Günler, aylar geçti, mevsimler döndü. Heyecanla ikimiz de eğitimlerimizin başlayacağı günleri bekledik. Bir yol seçmiştik, tercih yapmıştık. Hayatlarımızı bize empoze edilen gibi değil, kendi seçimlerimize göre, bizi mutlu edecek şeylere göre yaşama yolunu seçmiştik. Bedelleri vardı, maddi manevi... Bunların bizi cesaretsizlendirmesine izin vermek yoktu. Gün geldi o düştü, gün geldi ben. Ama birbirimizin elinden tuttuk. Pes etmek yoktu. Yoldan dönmek hiç yoktu.

Ben aşçılık eğitimime başladığımda, o eğitiminin bir kısmını tamamlamıştı. Zaten üzerinden fazla bir zaman geçmedi ama başladığımız günkü heyecanlarımız hala dün gibi aklımda. Artık bekleme sürecini de tamamlamış, yola koyulmuştuk. Şimdi vakit, öğrendiklerimizi paylaşmanın, birbirimizin zevklerini hayatlarımıza yansıtmanın vaktiydi. Yoga, yine onunla girmişti hayatıma ve onunla devam ediyordu, hem de inanılmaz bir seviye atlayarak. Yoganın asla sadece bir spor olmadığını, insanın kendisini tanımada, bedenini/ruhunu/zihnini keşfetmede çok büyük etkisi olduğunu bire bir onunla tecrübe ederek yaşadım. O, okulunda bu konuda eğitilirken, beni eğiten de dostluğumuzun paylaşımıydı.

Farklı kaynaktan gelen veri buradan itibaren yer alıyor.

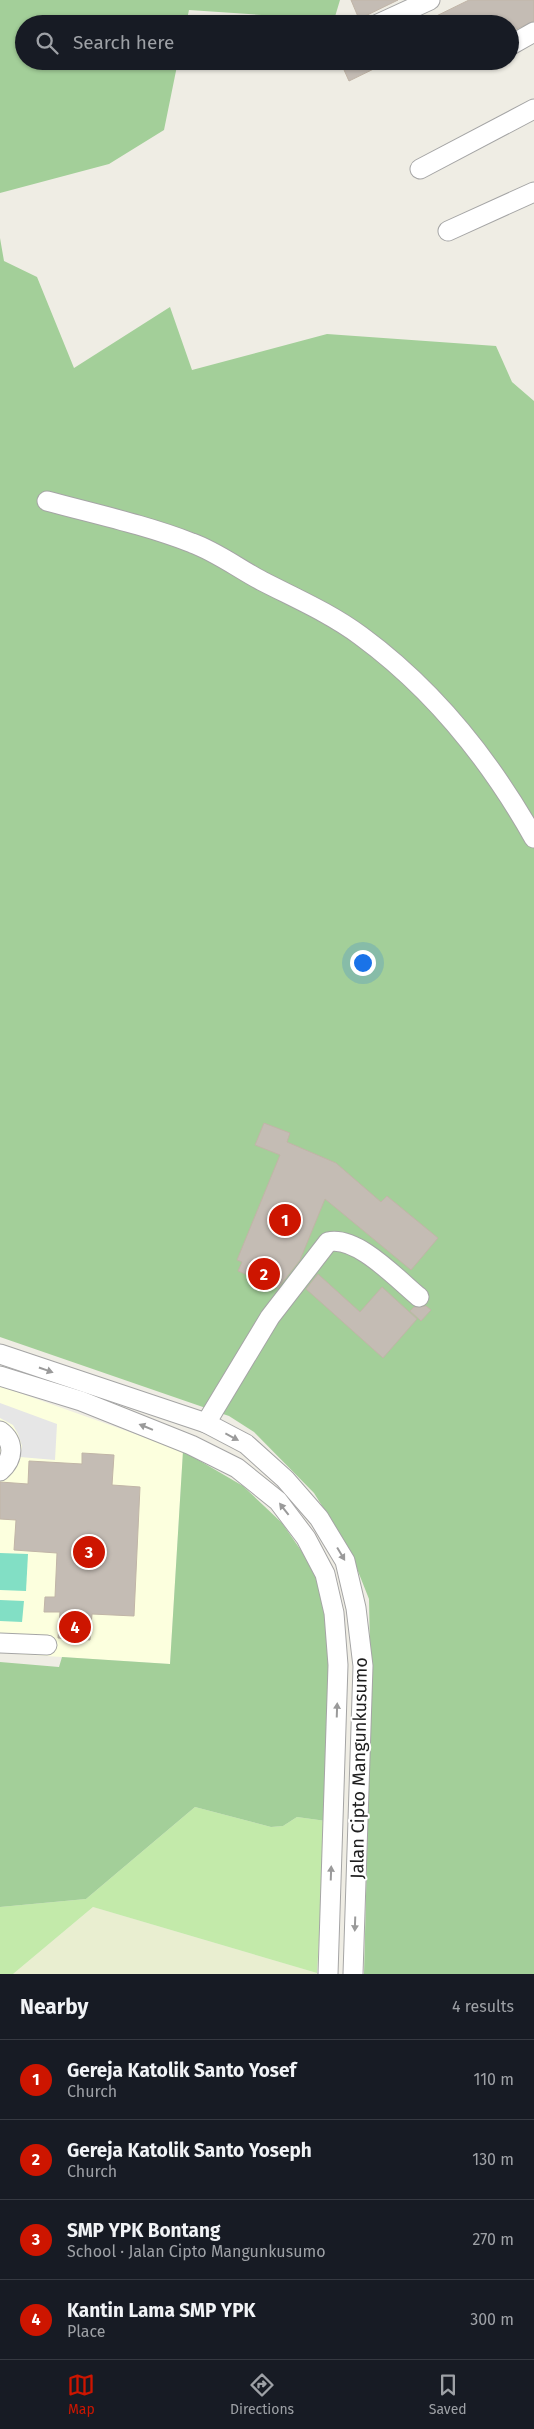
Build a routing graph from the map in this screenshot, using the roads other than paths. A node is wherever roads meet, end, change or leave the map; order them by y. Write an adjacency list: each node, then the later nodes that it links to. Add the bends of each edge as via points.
1 (430, 0): 2 (street)
2 (398, 15)
3 (534, 32): 4 (street)
4 (519, 40)
5 (534, 109): 6 (street)
6 (420, 169)
7 (534, 192): 8 (street)
8 (448, 231)
9 (47, 501): 10 (street, via 193,543 306,602 360,635 408,675 446,713 508,793)
10 (534, 838)
11 (419, 1297): 14 (street, via 356,1246 340,1240 328,1242 270,1317)
12 (0, 1354): 14 (street, Jalan Cipto Mangunkusumo, one-way to 14)
13 (0, 1376): 19 (street, Jalan Cipto Mangunkusumo, one-way to 13, via 338,1665 334,1613 325,1574 306,1538 278,1502 237,1468 191,1445 90,1405)
14 (206, 1423): 20 (street, Jalan Cipto Mangunkusumo, one-way to 20, via 246,1444 285,1479 319,1518 345,1561 356,1608 363,1666)
15 (0, 1431): 16 (street, via 7,1438 11,1452)
16 (0, 1471)
17 (0, 1643): 18 (street)
18 (47, 1645)
19 (330, 1898): 20 (street); 21 (street, Jalan Cipto Mangunkusumo)
20 (356, 1899): 22 (street, Jalan Cipto Mangunkusumo, one-way to 22)
21 (328, 1974)
22 (354, 1974)

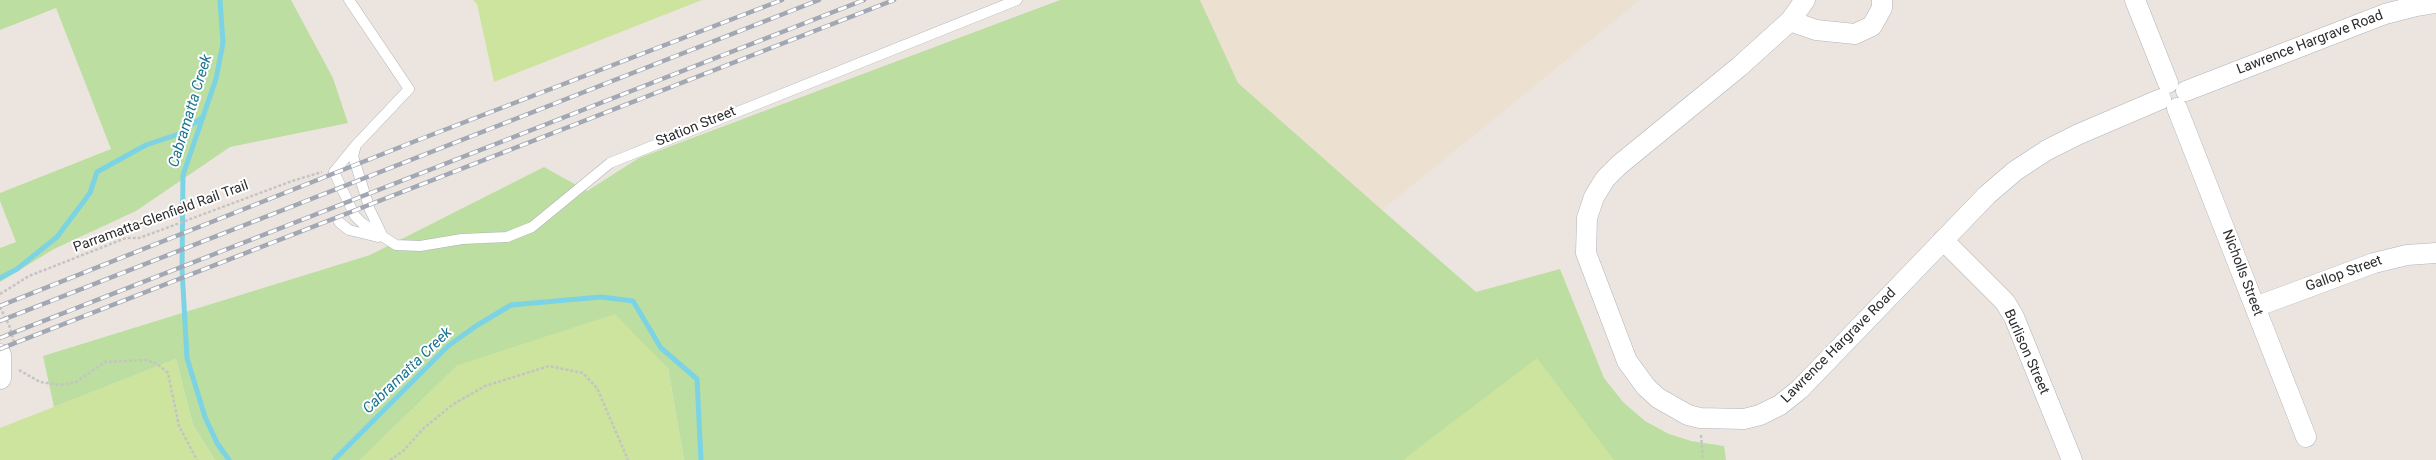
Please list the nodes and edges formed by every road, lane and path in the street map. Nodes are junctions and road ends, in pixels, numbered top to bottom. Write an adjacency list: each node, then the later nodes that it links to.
1 (349, 0): 9 (lane)
2 (1017, 0): 12 (lane, Station Street)
3 (1805, 0): 7 (street, Lawrence Hargrave Road)
4 (1882, 0): 7 (street)
5 (2135, 0): 8 (street, Nicholls Street)
6 (2436, 3): 8 (street, Lawrence Hargrave Road)
7 (1790, 21): 20 (street, Lawrence Hargrave Road)
8 (2173, 95): 13 (street, Lawrence Hargrave Road); 16 (street, Nicholls Street)
9 (356, 145): 10 (lane); 12 (lane)
10 (334, 172): 12 (lane); 15 (path, Parramatta-Glenfield Rail Trail)
11 (339, 222): 12 (lane)
12 (384, 238)
13 (1944, 240): 20 (street, Lawrence Hargrave Road); 26 (street, Burlison Street)
14 (2436, 253): 16 (street, Gallop Street)
15 (0, 294)
16 (2255, 307): 21 (street, Nicholls Street)
17 (0, 355): 18 (street)
18 (0, 378)
19 (40, 382): 22 (path)
20 (1706, 419): 25 (path)
21 (2306, 437)
22 (197, 460)
23 (390, 460): 24 (path)
24 (628, 460)
25 (1703, 460)
26 (2072, 460)

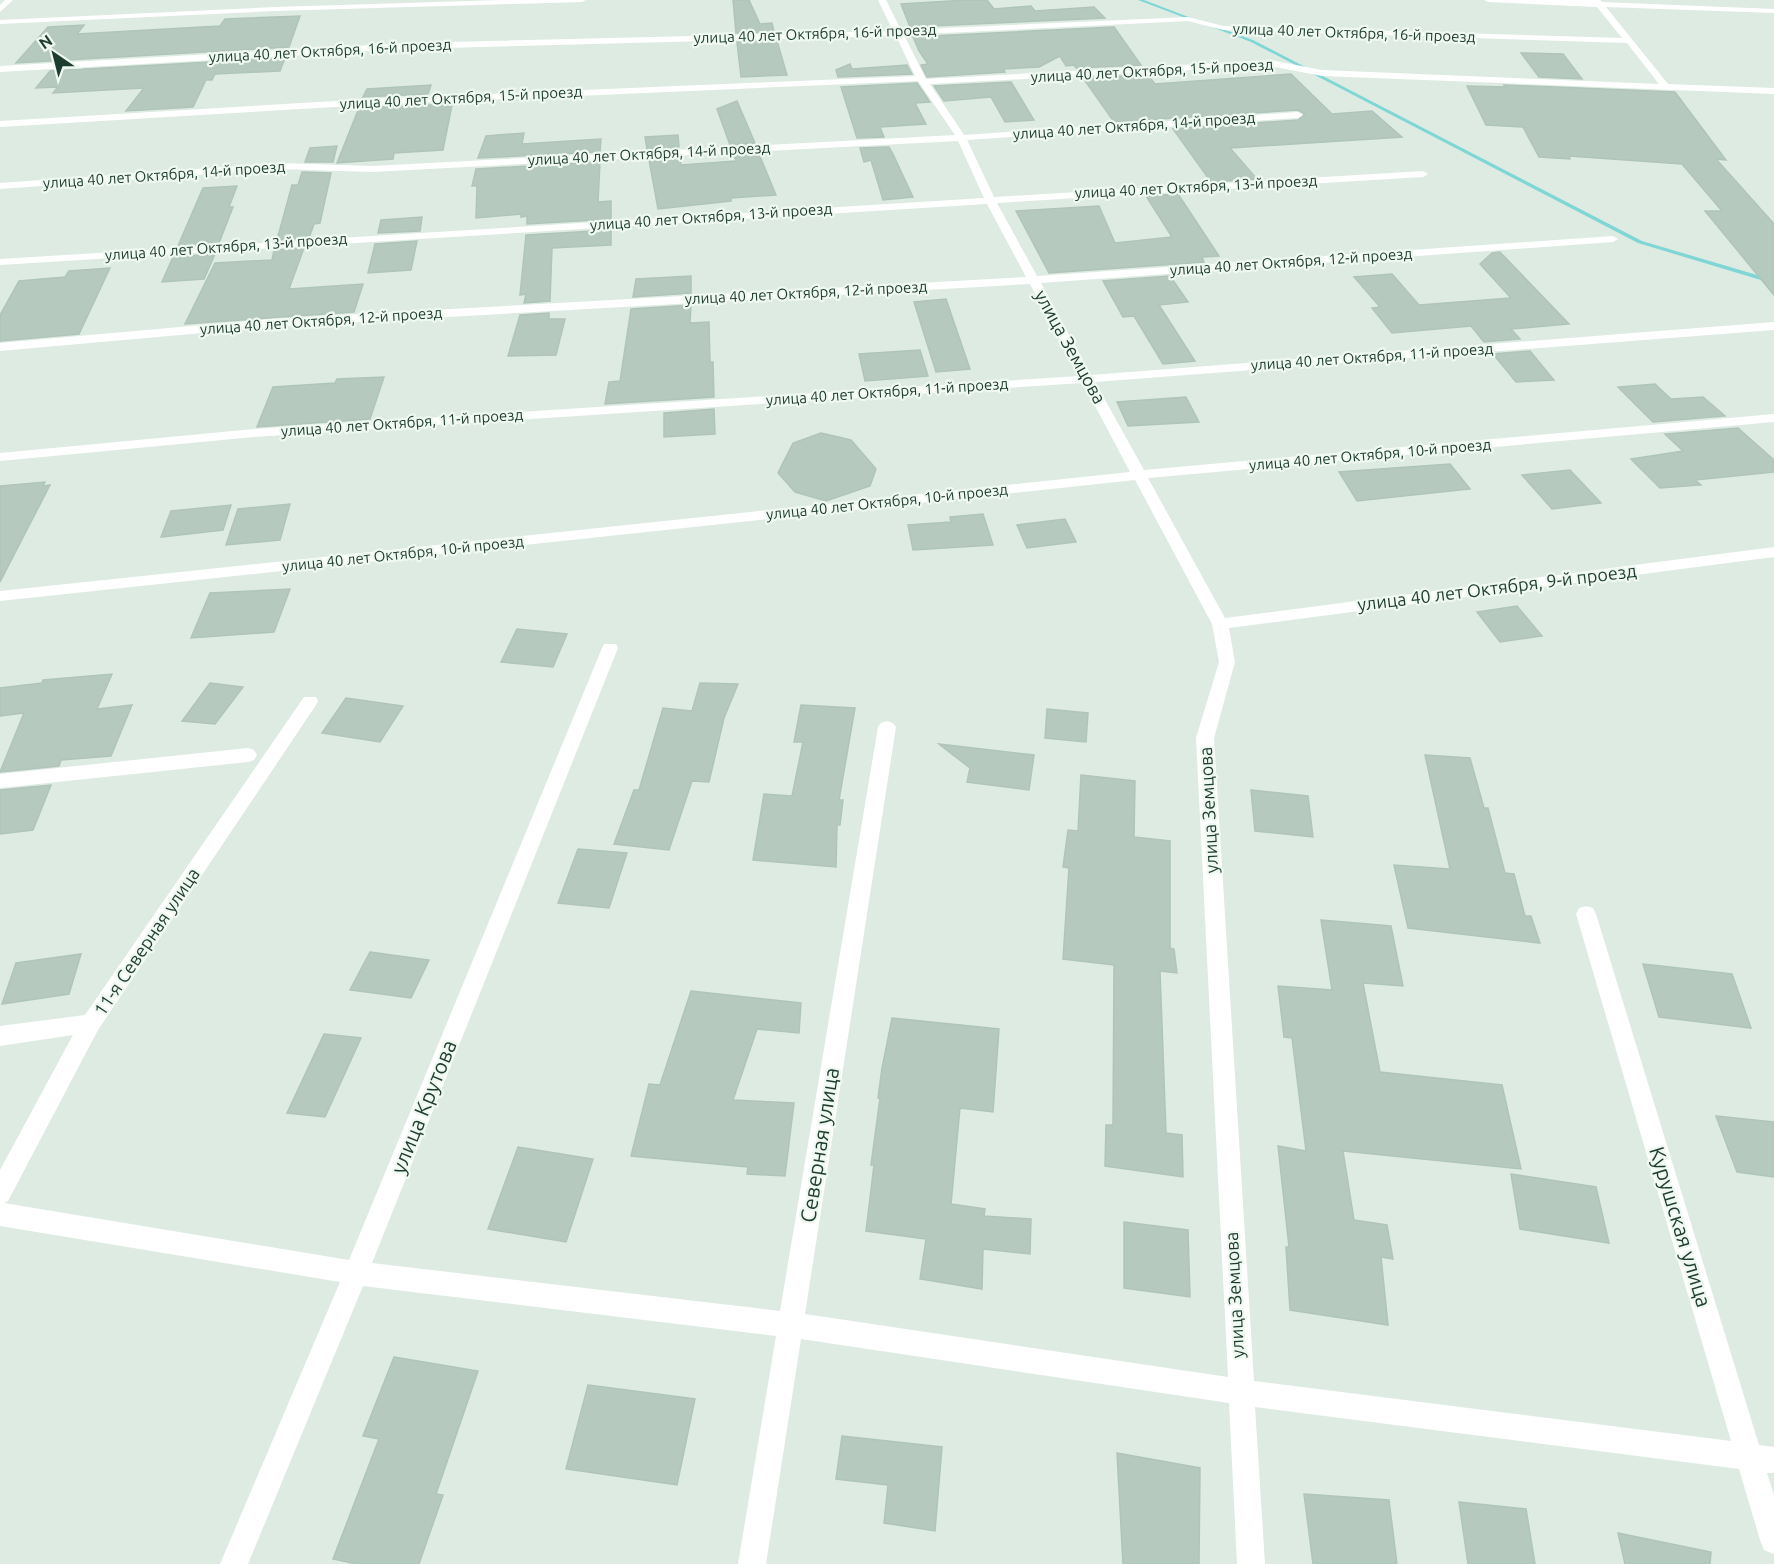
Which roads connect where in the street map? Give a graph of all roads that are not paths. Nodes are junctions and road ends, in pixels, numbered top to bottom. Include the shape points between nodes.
1 (9, 0) edge
2 (582, 0) edge
3 (882, 0) edge
4 (1488, 0) edge
5 (1598, 2) edge
6 (0, 10) edge
7 (1774, 11) edge
8 (0, 22) edge
9 (900, 33) junction
10 (1630, 41) junction
11 (0, 69) edge
12 (923, 80) junction
13 (1666, 87) junction
14 (1774, 91) edge
15 (1298, 115) dead end
16 (0, 124) edge
17 (961, 138) junction
18 (1423, 174) dead end
19 (0, 186) edge
20 (990, 200) junction
21 (1613, 239) dead end
22 (0, 262) edge
23 (1033, 280) junction
24 (1774, 326) edge
25 (0, 347) edge
26 (1088, 379) junction
27 (1774, 418) edge
28 (0, 457) edge
29 (1139, 476) junction
30 (1774, 552) edge
31 (0, 596) edge
32 (1220, 624) junction
33 (610, 648) dead end
34 (310, 701) dead end
35 (887, 727) dead end
36 (248, 755) dead end
37 (0, 781) edge
38 (1586, 914) dead end
39 (91, 1023) junction
40 (0, 1036) edge
41 (0, 1193) edge
42 (0, 1214) edge
43 (356, 1273) junction
44 (791, 1325) junction
45 (1240, 1392) junction
46 (1749, 1456) junction
47 (1774, 1460) edge
48 (1774, 1539) edge
49 (234, 1564) edge
50 (752, 1564) edge
51 (1251, 1564) edge

1 - 6 street
2 - 8 street
3 - 9 street, улица Земцова
4 - 5 street
5 - 7 street
5 - 10 street
9 - 10 street, улица 40 лет Октября, 16-й проезд via 1188,19 1223,28
9 - 11 street, улица 40 лет Октября, 16-й проезд via 408,46
9 - 12 street, улица Земцова
10 - 13 street
12 - 13 street, улица 40 лет Октября, 15-й проезд via 1270,63 1322,73
12 - 16 street, улица 40 лет Октября, 15-й проезд via 381,101
12 - 17 street, улица Земцова
13 - 14 street, улица 40 лет Октября, 15-й проезд
15 - 17 street, улица 40 лет Октября, 14-й проезд
17 - 19 street, улица 40 лет Октября, 14-й проезд via 372,169 279,166
17 - 20 street, улица Земцова
18 - 20 street, улица 40 лет Октября, 13-й проезд
20 - 22 street, улица 40 лет Октября, 13-й проезд
20 - 23 street, улица Земцова
21 - 23 street, улица 40 лет Октября, 12-й проезд
23 - 25 street, улица 40 лет Октября, 12-й проезд via 270,323
23 - 26 street, улица Земцова
24 - 26 street, улица 40 лет Октября, 11-й проезд
26 - 28 street, улица 40 лет Октября, 11-й проезд via 254,433
26 - 29 street, улица Земцова
27 - 29 street, улица 40 лет Октября, 10-й проезд
29 - 31 street, улица 40 лет Октября, 10-й проезд
29 - 32 street, улица Земцова
30 - 32 street, улица 40 лет Октября, 9-й проезд
32 - 45 street, улица Земцова via 1227,662 1205,738
33 - 43 street, улица Крутова
34 - 39 street, 11-я Северная улица
35 - 44 street, Северная улица
36 - 37 street
38 - 46 street, Курушская улица
39 - 40 street
39 - 41 street, 11-я Северная улица
42 - 43 street
43 - 44 street
43 - 49 street, улица Крутова
44 - 45 street
44 - 50 street, Северная улица
45 - 46 street
45 - 51 street, улица Земцова
46 - 47 street
46 - 48 street, Курушская улица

Şimdi Kasım ayının bu son günlerinde tarif edilemez bir gurur yaşıyorum. Birlikte aynı süreçlerden geçtiğim, birlikte yola çıktığım, zorluklarını, sıkıntılarını bildiğim, benimkileri bilen, her aşamayı eksiksizce birlikte yaşadığım insan, bir hafta önce yoga eğitmeni olarak sertifikasını aldı, hem de başarıyla. Cesaretli bir kadın olmanın, bedeller ödemekten korkmamasının, hayatının kontrolünü başkalarının insafına değil kendi iradesine bırakması gerektiği bilincinin somut bir göstergesiydi o belge. Her gelen gün yeni kapılarla, yeni fırsatlarla geliyor şimdi. Hayat, cesaretli kadınlara kapılarını asla kapamıyor. Cesaretlerinin mükafatını veriyor.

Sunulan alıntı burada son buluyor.